Exercise aim.
In the data below, which lines hold the word "points"? Copy them.

Records to process.
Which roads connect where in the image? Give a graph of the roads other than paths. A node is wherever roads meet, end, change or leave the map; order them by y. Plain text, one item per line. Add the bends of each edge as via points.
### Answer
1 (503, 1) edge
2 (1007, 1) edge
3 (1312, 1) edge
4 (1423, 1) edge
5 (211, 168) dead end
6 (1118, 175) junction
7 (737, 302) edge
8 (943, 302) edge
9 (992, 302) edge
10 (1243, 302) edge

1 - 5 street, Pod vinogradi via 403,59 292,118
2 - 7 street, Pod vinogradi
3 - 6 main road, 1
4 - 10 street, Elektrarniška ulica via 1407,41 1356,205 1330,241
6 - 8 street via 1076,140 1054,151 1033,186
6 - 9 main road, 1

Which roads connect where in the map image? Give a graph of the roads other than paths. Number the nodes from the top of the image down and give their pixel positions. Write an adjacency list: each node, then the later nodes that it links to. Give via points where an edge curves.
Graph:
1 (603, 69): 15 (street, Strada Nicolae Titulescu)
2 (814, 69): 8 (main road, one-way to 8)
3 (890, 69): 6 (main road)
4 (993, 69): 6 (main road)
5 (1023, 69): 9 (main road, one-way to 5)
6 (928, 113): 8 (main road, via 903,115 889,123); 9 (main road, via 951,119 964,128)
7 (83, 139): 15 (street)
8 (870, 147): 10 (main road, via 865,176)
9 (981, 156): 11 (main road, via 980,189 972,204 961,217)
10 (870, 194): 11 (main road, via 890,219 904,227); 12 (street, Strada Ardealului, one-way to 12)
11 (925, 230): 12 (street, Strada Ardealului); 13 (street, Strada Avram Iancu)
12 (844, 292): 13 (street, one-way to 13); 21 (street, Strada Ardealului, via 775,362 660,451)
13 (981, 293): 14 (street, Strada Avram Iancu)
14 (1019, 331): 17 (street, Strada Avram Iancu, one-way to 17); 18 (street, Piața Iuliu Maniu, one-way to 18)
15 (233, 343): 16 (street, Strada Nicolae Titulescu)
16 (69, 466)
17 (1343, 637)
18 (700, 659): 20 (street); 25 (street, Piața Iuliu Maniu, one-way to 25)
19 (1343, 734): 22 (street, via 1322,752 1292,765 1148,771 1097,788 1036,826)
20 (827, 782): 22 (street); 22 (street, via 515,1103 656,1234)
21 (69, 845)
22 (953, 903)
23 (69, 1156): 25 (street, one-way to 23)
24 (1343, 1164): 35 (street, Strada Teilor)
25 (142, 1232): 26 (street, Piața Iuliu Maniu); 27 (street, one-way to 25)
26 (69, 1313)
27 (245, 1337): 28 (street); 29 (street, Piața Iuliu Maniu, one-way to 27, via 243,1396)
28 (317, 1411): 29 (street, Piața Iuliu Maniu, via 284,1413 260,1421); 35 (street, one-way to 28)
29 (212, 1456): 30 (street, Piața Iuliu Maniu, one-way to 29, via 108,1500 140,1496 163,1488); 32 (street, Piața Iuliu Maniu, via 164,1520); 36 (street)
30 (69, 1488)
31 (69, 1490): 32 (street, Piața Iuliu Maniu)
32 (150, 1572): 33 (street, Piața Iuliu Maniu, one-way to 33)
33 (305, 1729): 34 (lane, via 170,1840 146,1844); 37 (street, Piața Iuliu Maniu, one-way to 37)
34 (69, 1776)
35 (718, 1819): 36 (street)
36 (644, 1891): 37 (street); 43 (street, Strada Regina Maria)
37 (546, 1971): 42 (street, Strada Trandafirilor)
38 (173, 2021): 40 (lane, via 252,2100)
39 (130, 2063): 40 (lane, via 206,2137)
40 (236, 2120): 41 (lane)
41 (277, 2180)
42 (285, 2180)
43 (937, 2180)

Result.
Which roads connect where in the image? Give a graph of the roads other than paths. A node is wherever roads meet, end, change or leave the map; order them by y. Plain text, one item per line. Add the bends of each edge as via points.
Which roads connect where in the map image? Give a graph of the roads other than paths. Number the nodes from the top of the image down and give their pixel positions. Write an adjacency list: each node, then the later nodes that it links to. Give via points where an edge curves.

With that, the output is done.